Let the diagonals of $\square ABCD$ meet at $Q$, and take $\angle AQB=2\theta$ (oriented counter-clockwise), and suppose that the ray making angle $\phi$ with positive $x$-axis bisects $\angle AQB$. We can write $$ A = Q + a\left(\cos(\phi-\theta),\sin(\phi-\theta)\right) \quad B = Q + b\left(\cos(\phi+\theta),\sin(\phi+\theta)\right) \\ C = Q + c\left(\cos(\phi-\theta),\sin(\phi-\theta)\right) \quad D = Q + d\left(\cos(\phi+\theta),\sin(\phi+\theta)\right)$$ Then, after following OP's construction of generalized incenter $I$, we find $I=(x_I,y_I)$ where $$\begin{align} x_I&\;=\;x_Q\;+\;2\cot2\theta\;\left( -\frac{ac}{a+c}\sin(\phi-\theta) + \frac{bd}{b+d} \sin(\phi+\theta)\right) \tag1\\[4pt] y_I &\;=\;y_Q\;+\;2\cot2\theta\;\left( \phantom{-}\frac{ac}{a+c} \cos(\phi-\theta) - \frac{bd}{b+d} \cos(\phi+\theta) \right) \end{align}$$ So, $$\begin{align} I-Q&\;=\;2\cot2\theta\;\operatorname{rot}_{\pi/2}\left( \frac{A-C}{\dfrac{a}{c} - \dfrac{c}{a}} - \frac{B-D}{\dfrac{b}{d} - \dfrac{d}{b}}\right) \tag2\\[4pt] &\;=\;2\cot\angle AQB\;\operatorname{rot}_{\pi/2}\left( \frac{A-C}{f\left(\dfrac{|\triangle ABD|}{|\triangle CBD|}\right) } - \frac{B-D}{f\left(\dfrac{|\triangle BCA|}{|\triangle DCA|}\right)} \right) \tag3 \end{align}$$ and thus $$\begin{align} \overrightarrow{QI}&\;=\;\frac{\overrightarrow{AC}\cdot\overrightarrow{BD}}{\overrightarrow{AC}\times\overrightarrow{BD}} \;\operatorname{rot}_{\pi/2}\left( -\frac{\overrightarrow{AC}}{ f\left(\dfrac{\overrightarrow{AB}\times\overrightarrow{AD}}{\overrightarrow{CB}\times\overrightarrow{CD}}\right) } + \frac{\overrightarrow{BD}}{ f\left(\dfrac{\overrightarrow{BC}\times\overrightarrow{BA}}{\overrightarrow{DC}\times\overrightarrow{DA}}\right) } \right) \end{align} \tag4 $$ where

  • $\operatorname{rot}_{\pi/2}(x,y)=(-y,x)$, counter-clockwise rotation by $\pi/2$ about the origin.
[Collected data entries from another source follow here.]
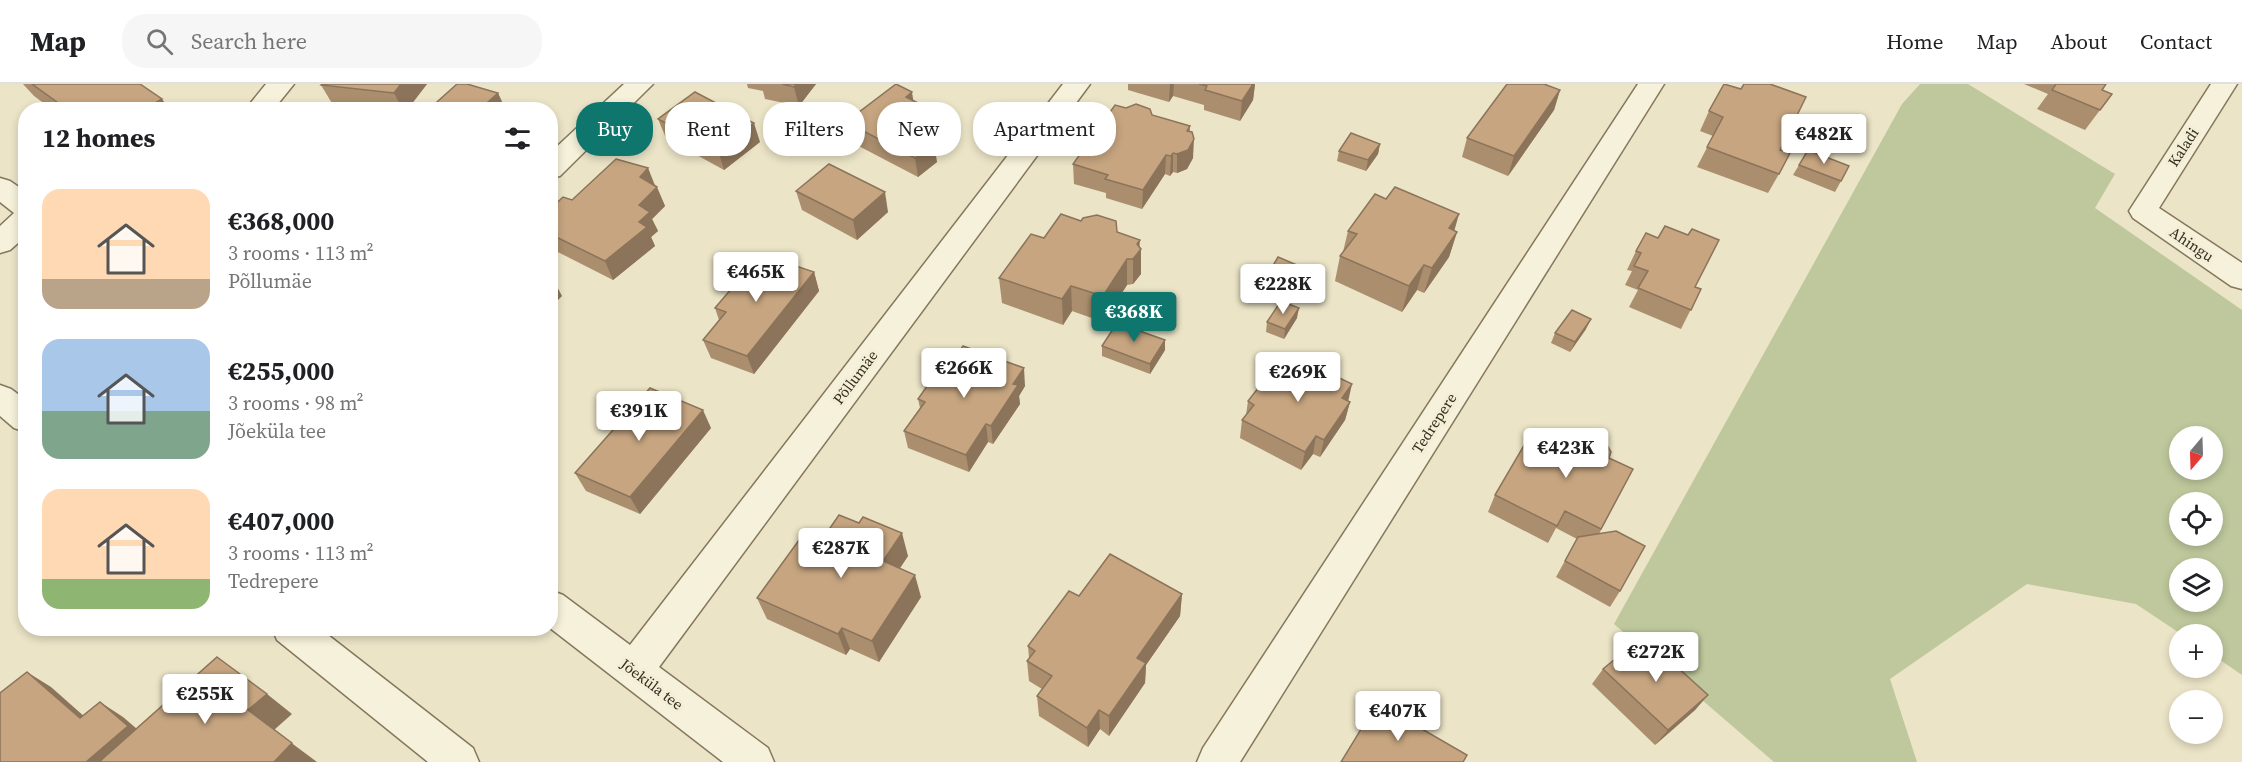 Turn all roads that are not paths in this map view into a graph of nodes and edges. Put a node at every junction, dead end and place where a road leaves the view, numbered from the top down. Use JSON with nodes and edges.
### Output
{"nodes":[{"id":1,"x":281,"y":84,"type":"edge"},
{"id":2,"x":640,"y":84,"type":"edge"},
{"id":3,"x":1077,"y":84,"type":"edge"},
{"id":4,"x":1651,"y":84,"type":"edge"},
{"id":5,"x":2224,"y":84,"type":"edge"},
{"id":6,"x":265,"y":102,"type":"edge"},
{"id":7,"x":558,"y":161,"type":"edge"},
{"id":8,"x":0,"y":188,"type":"edge"},
{"id":9,"x":18,"y":201,"type":"edge"},
{"id":10,"x":2143,"y":211,"type":"joint"},
{"id":11,"x":18,"y":226,"type":"edge"},
{"id":12,"x":0,"y":243,"type":"edge"},
{"id":13,"x":2242,"y":278,"type":"edge"},
{"id":14,"x":0,"y":398,"type":"edge"},
{"id":15,"x":18,"y":413,"type":"edge"},
{"id":16,"x":558,"y":612,"type":"edge"},
{"id":17,"x":300,"y":636,"type":"edge"},
{"id":18,"x":634,"y":670,"type":"junction"},
{"id":19,"x":459,"y":762,"type":"edge"},
{"id":20,"x":754,"y":762,"type":"edge"},
{"id":21,"x":1217,"y":762,"type":"edge"}],
"edges":[{"from":1,"to":6,"type":"street"},
{"from":2,"to":7,"type":"street"},
{"from":3,"to":18,"type":"street","name":"Põllumäe"},
{"from":4,"to":21,"type":"street","name":"Tedrepere"},
{"from":5,"to":10,"type":"street","name":"Kaladi"},
{"from":8,"to":9,"type":"street"},
{"from":10,"to":13,"type":"street","name":"Ahingu"},
{"from":11,"to":12,"type":"street"},
{"from":14,"to":15,"type":"street"},
{"from":16,"to":18,"type":"street","name":"Jõeküla tee"},
{"from":17,"to":19,"type":"street"},
{"from":18,"to":20,"type":"street","name":"Jõeküla tee"}]} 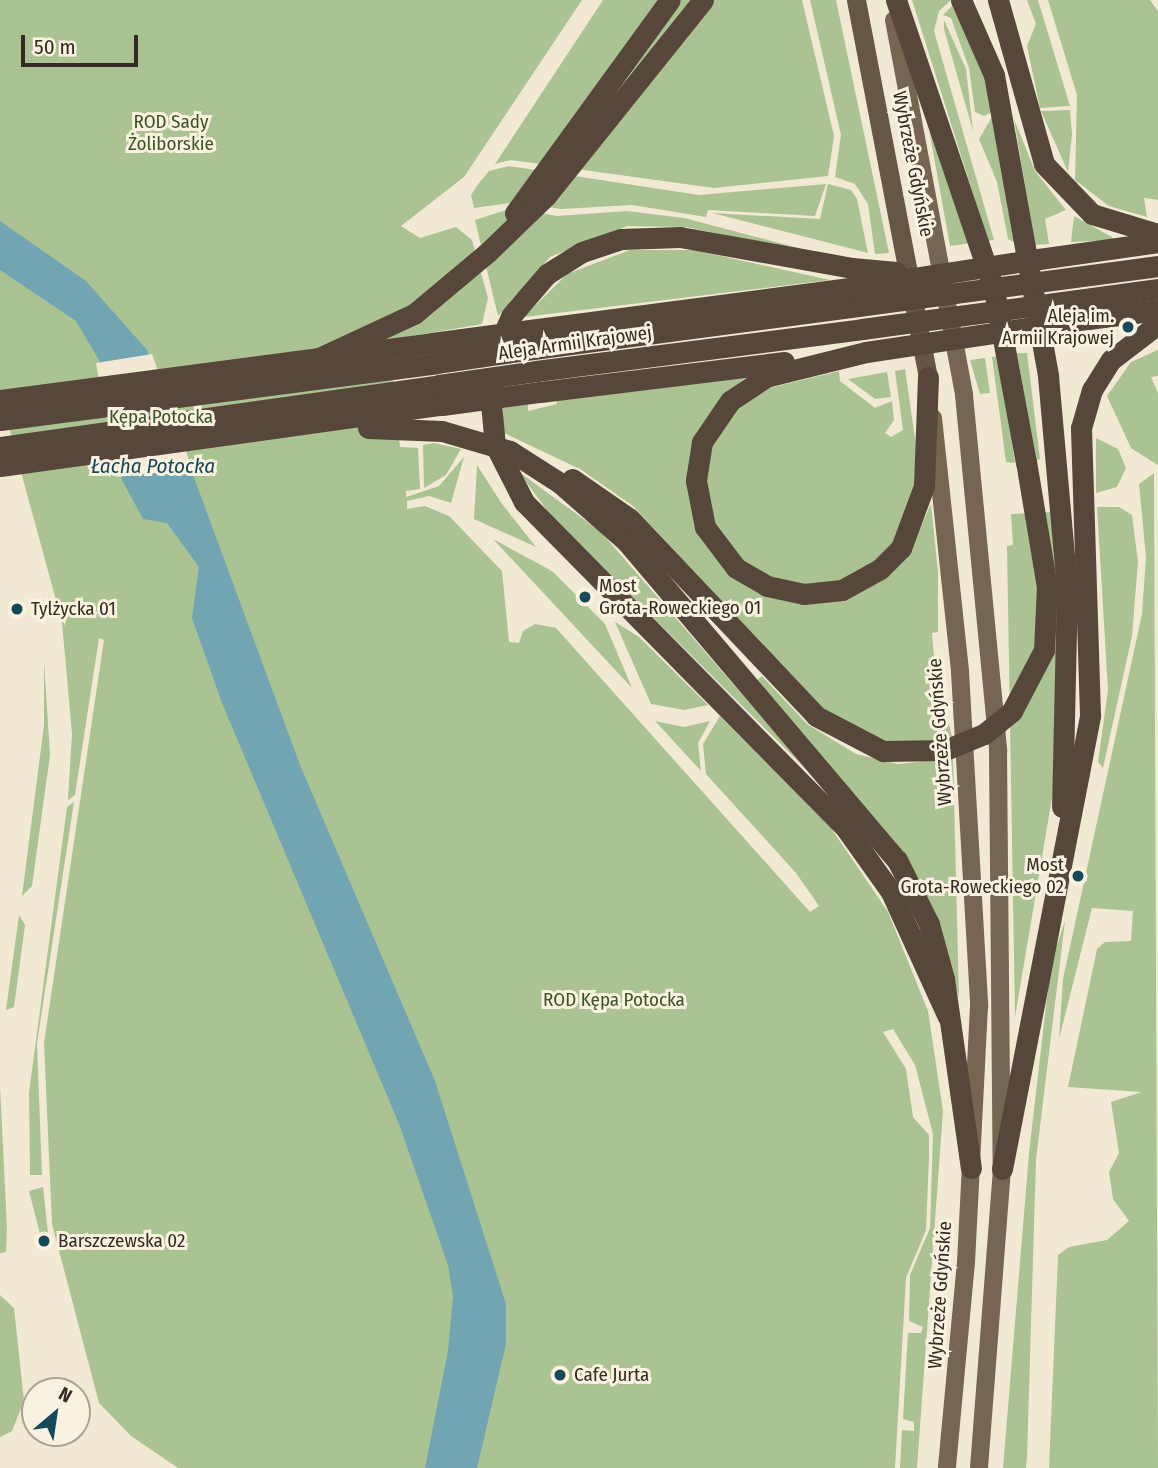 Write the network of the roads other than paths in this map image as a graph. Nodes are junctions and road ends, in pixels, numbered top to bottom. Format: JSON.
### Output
{"nodes":[{"id":1,"x":670,"y":0,"type":"edge"},
{"id":2,"x":703,"y":0,"type":"edge"},
{"id":3,"x":856,"y":0,"type":"edge"},
{"id":4,"x":889,"y":0,"type":"edge"},
{"id":5,"x":896,"y":0,"type":"edge"},
{"id":6,"x":961,"y":0,"type":"edge"},
{"id":7,"x":998,"y":0,"type":"edge"},
{"id":8,"x":1158,"y":234,"type":"edge"},
{"id":9,"x":1158,"y":242,"type":"edge"},
{"id":10,"x":487,"y":253,"type":"junction"},
{"id":11,"x":1158,"y":266,"type":"edge"},
{"id":12,"x":855,"y":287,"type":"junction"},
{"id":13,"x":1158,"y":289,"type":"edge"},
{"id":14,"x":1158,"y":310,"type":"edge"},
{"id":15,"x":1158,"y":324,"type":"edge"},
{"id":16,"x":866,"y":352,"type":"junction"},
{"id":17,"x":434,"y":353,"type":"junction"},
{"id":18,"x":319,"y":358,"type":"junction"},
{"id":19,"x":928,"y":377,"type":"junction"},
{"id":20,"x":220,"y":382,"type":"junction"},
{"id":21,"x":538,"y":382,"type":"junction"},
{"id":22,"x":441,"y":395,"type":"junction"},
{"id":23,"x":0,"y":400,"type":"edge"},
{"id":24,"x":0,"y":420,"type":"edge"},
{"id":25,"x":227,"y":426,"type":"junction"},
{"id":26,"x":284,"y":429,"type":"junction"},
{"id":27,"x":0,"y":447,"type":"edge"},
{"id":28,"x":510,"y":451,"type":"junction"},
{"id":29,"x":0,"y":466,"type":"edge"},
{"id":30,"x":1060,"y":846,"type":"junction"},
{"id":31,"x":948,"y":1017,"type":"junction"},
{"id":32,"x":971,"y":1168,"type":"junction"},
{"id":33,"x":1002,"y":1169,"type":"junction"},
{"id":34,"x":947,"y":1468,"type":"edge"},
{"id":35,"x":979,"y":1468,"type":"edge"}],
"edges":[{"from":1,"to":10,"type":"highway"},
{"from":2,"to":10,"type":"highway"},
{"from":3,"to":19,"type":"highway","name":"Wybrzeże Gdyńskie"},
{"from":4,"to":33,"type":"main road","name":"Wybrzeże Gdyńskie"},
{"from":5,"to":28,"type":"highway","bridge":true},
{"from":6,"to":30,"type":"highway"},
{"from":7,"to":8,"type":"highway"},
{"from":9,"to":12,"type":"highway","bridge":true},
{"from":10,"to":18,"type":"highway"},
{"from":11,"to":12,"type":"highway","bridge":true},
{"from":12,"to":17,"type":"highway","bridge":true},
{"from":12,"to":31,"type":"highway"},
{"from":13,"to":21,"type":"highway","name":"Aleja Armii Krajowej","bridge":true},
{"from":14,"to":16,"type":"highway","bridge":true},
{"from":15,"to":30,"type":"highway"},
{"from":16,"to":19,"type":"highway"},
{"from":16,"to":21,"type":"highway"},
{"from":17,"to":18,"type":"highway"},
{"from":17,"to":20,"type":"highway"},
{"from":18,"to":20,"type":"highway"},
{"from":19,"to":32,"type":"main road","name":"Wybrzeże Gdyńskie"},
{"from":20,"to":23,"type":"highway"},
{"from":20,"to":24,"type":"highway"},
{"from":21,"to":22,"type":"highway","bridge":true},
{"from":22,"to":25,"type":"highway"},
{"from":22,"to":26,"type":"highway"},
{"from":25,"to":26,"type":"highway"},
{"from":25,"to":27,"type":"highway"},
{"from":25,"to":29,"type":"highway"},
{"from":26,"to":28,"type":"highway","bridge":true},
{"from":28,"to":31,"type":"highway"},
{"from":30,"to":33,"type":"highway"},
{"from":31,"to":32,"type":"highway"},
{"from":32,"to":34,"type":"main road","name":"Wybrzeże Gdyńskie"},
{"from":33,"to":35,"type":"main road","name":"Wybrzeże Gdyńskie"}]}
  • $|\triangle PQR|$ is the signed area of $\triangle PQR$ based on the orientation of the path $P\to Q\to R$. Consequently, the ratio $|\triangle ABD|/|\triangle CBD|$ (and its reciprocal) is negative when vertices $A$ and $C$ are on opposite sides of diagonal $BD$.

  • $u\times v := x_u y_v - y_u x_v$

  • $f(x) = \dfrac12\left(\dfrac{x}{1}-\dfrac1x\right)$.

Note that, when $Q$ aligns with the origin, $(1)$ can be written $$I\;=\;2\,\frac{x_A x_B + y_A y_B}{x_A y_B - y_A x_B}\;\left( -\frac{x_Ay_C}{x_A+x_C} + \frac{x_By_D}{x_B+x_D}, \frac{x_Ax_C}{x_A+x_C} - \frac{x_Bx_D}{x_B+x_D} \right) \tag{1'}$$ which agrees with OP's revised formula. (I probably would've opted to use all-$y$s in the first coordinate. :)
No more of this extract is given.